### WORK REQUIRED
For the entries below, count the lines containing "Юмашева" and give only that number.

### INPUT MATERIAL
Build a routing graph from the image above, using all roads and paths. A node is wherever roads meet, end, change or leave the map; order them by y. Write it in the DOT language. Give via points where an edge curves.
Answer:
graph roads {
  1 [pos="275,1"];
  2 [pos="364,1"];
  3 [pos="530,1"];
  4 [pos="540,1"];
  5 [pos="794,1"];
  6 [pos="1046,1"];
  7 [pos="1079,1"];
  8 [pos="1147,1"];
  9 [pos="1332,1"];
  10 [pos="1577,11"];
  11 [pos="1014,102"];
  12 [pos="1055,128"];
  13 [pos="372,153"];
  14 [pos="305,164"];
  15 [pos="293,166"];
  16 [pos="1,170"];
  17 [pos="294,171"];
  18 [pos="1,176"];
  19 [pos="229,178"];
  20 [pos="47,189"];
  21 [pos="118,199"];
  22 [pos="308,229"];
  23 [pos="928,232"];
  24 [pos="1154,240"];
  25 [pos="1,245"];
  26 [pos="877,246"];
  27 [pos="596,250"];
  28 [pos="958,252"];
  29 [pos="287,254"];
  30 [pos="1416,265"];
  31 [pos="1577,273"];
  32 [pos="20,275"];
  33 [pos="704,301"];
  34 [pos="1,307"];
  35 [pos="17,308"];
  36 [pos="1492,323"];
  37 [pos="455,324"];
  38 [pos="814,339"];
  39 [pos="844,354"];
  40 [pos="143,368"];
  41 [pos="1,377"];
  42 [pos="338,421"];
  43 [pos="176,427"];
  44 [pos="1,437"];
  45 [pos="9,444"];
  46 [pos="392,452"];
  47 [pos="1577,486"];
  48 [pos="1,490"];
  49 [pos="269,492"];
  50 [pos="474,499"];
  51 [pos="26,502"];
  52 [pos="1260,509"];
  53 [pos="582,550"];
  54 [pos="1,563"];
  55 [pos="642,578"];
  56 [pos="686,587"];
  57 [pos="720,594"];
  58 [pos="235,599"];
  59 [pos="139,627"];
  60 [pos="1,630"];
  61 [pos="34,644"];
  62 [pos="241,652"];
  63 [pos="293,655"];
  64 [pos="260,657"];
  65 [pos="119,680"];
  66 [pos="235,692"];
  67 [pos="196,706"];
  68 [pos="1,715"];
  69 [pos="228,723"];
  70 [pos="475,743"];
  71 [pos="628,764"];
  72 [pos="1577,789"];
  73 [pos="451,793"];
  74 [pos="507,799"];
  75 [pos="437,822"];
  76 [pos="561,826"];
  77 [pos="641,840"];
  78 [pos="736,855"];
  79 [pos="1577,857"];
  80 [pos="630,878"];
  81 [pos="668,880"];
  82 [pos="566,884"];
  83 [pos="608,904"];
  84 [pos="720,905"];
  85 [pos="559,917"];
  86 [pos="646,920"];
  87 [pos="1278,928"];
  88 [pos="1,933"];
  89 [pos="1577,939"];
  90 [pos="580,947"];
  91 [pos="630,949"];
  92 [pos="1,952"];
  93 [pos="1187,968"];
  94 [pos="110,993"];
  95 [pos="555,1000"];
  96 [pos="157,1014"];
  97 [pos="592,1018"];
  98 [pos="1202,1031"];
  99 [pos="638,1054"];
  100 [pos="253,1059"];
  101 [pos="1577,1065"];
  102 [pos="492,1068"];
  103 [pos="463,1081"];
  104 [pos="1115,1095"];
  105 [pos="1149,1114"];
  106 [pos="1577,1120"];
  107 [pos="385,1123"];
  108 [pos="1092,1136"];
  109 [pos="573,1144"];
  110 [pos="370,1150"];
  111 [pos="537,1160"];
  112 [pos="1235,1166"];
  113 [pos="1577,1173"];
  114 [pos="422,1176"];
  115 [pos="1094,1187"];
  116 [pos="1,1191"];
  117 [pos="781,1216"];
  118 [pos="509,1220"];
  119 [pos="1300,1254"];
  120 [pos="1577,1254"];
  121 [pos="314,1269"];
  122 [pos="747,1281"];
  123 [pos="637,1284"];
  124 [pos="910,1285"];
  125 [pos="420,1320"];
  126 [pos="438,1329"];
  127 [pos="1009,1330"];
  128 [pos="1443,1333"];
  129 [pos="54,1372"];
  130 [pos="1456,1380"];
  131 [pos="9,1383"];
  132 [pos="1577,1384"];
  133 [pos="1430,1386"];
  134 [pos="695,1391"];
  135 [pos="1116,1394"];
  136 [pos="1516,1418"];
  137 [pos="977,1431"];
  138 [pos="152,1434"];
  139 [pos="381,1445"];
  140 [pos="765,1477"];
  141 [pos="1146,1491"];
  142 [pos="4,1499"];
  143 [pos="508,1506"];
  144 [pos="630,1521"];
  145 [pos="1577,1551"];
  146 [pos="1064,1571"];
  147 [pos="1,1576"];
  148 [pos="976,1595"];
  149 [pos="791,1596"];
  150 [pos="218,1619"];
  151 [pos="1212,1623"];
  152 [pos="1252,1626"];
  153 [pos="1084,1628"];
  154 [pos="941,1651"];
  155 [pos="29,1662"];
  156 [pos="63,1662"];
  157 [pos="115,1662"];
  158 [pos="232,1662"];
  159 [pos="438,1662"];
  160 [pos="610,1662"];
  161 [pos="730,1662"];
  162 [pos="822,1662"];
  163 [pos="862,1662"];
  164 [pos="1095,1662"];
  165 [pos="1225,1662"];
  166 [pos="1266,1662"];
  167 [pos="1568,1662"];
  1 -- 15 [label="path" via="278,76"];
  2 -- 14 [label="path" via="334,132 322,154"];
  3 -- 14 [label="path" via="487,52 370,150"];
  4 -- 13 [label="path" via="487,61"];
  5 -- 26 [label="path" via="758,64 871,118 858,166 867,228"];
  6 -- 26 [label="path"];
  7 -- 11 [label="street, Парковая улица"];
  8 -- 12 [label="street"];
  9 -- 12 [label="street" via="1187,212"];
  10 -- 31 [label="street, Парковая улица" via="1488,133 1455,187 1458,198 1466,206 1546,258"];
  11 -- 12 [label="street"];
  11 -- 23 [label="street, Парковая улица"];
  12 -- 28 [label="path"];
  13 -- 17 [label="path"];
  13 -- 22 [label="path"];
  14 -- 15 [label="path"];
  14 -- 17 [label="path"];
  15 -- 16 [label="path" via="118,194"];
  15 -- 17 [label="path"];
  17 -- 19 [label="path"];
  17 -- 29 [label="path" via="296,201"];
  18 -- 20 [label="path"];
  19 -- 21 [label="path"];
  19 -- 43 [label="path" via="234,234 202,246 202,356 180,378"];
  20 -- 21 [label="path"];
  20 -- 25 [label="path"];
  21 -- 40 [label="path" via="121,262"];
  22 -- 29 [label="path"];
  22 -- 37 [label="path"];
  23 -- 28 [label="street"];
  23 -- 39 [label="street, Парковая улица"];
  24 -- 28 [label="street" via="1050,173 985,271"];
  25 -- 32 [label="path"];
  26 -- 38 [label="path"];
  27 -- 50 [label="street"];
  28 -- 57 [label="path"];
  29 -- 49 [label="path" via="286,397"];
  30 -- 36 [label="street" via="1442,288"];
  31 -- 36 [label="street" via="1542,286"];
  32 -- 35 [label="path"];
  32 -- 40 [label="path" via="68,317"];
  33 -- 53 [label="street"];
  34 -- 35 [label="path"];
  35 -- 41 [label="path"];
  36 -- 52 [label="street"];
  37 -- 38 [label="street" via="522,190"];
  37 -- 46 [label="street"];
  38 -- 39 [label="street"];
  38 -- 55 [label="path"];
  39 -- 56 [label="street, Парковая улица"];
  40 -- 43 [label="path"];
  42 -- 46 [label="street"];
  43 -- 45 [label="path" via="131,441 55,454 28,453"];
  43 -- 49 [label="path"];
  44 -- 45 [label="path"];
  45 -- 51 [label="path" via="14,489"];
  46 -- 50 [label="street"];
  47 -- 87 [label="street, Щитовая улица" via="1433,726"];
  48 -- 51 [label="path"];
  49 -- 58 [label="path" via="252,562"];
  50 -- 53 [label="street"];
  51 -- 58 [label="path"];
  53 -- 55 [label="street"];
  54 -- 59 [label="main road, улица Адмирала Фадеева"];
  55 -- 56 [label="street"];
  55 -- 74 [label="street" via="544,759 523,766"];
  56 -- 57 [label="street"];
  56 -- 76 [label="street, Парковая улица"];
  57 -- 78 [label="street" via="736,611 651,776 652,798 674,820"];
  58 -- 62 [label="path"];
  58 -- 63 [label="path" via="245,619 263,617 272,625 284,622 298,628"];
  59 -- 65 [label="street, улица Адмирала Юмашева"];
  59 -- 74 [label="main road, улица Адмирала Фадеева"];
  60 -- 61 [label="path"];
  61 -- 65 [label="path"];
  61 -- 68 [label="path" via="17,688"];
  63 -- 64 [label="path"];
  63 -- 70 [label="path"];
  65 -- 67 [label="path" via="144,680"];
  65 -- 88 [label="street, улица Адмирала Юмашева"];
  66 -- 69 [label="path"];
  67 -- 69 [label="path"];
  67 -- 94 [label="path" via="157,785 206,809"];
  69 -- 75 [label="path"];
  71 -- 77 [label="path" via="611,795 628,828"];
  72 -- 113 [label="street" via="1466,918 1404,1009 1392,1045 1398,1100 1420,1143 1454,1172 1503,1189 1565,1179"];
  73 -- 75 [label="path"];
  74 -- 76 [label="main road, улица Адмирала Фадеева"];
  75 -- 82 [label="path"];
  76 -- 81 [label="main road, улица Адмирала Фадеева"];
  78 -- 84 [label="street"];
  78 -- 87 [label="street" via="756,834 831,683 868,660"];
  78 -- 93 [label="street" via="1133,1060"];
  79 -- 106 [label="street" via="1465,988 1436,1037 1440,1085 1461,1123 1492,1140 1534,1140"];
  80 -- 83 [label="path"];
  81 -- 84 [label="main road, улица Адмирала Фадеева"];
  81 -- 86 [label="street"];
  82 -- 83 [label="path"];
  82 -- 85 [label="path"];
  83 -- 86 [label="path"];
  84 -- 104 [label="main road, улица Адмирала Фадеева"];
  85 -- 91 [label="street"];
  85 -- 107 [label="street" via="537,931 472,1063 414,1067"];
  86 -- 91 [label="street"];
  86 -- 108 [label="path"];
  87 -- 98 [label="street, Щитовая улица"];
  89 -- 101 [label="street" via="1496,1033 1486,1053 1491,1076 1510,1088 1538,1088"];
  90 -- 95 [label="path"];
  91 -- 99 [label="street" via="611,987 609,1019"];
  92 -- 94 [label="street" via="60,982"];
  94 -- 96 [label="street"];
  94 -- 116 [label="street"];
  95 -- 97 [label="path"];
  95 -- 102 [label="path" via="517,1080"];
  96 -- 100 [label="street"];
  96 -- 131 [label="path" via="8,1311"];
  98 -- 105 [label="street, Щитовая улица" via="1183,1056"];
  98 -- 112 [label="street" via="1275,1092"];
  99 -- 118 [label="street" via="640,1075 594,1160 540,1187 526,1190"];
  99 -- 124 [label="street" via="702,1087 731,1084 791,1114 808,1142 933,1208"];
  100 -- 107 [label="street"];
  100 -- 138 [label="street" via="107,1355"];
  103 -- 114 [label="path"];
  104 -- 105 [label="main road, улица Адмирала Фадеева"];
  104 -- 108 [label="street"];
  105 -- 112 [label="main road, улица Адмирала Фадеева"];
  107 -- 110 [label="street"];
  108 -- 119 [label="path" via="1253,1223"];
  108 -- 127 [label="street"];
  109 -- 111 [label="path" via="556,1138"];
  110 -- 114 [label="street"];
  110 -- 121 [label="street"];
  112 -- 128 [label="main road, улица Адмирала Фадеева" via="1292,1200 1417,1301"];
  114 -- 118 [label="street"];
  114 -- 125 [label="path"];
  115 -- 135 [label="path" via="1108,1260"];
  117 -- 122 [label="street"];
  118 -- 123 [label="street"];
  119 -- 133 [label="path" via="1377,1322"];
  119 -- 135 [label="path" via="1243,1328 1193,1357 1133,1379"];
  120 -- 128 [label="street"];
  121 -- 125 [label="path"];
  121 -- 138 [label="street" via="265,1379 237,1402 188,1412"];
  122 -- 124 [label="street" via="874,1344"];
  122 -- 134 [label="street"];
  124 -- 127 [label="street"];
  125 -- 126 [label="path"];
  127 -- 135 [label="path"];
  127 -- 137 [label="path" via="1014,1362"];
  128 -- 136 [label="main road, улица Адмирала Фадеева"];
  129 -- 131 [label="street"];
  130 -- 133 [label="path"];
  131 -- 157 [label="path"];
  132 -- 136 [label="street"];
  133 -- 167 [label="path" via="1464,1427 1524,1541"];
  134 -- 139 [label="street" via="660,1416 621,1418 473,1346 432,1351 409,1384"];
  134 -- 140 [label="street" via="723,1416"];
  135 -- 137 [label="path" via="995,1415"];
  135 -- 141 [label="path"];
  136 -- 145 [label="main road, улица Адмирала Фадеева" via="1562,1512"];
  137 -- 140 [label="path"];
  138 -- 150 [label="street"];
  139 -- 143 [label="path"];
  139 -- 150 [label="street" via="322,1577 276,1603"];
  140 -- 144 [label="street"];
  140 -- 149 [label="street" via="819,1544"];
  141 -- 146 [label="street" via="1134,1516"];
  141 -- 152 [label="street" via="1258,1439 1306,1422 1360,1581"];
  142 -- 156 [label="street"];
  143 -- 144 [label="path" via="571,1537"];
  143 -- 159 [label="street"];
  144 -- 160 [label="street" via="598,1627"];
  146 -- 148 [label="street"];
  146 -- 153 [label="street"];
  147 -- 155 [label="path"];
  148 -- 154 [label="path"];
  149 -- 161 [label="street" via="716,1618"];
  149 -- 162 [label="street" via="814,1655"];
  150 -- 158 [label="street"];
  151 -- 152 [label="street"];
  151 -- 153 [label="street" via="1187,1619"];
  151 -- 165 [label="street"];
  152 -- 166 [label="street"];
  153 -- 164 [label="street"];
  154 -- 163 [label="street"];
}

### OUTPUT FOR THIS TASK
2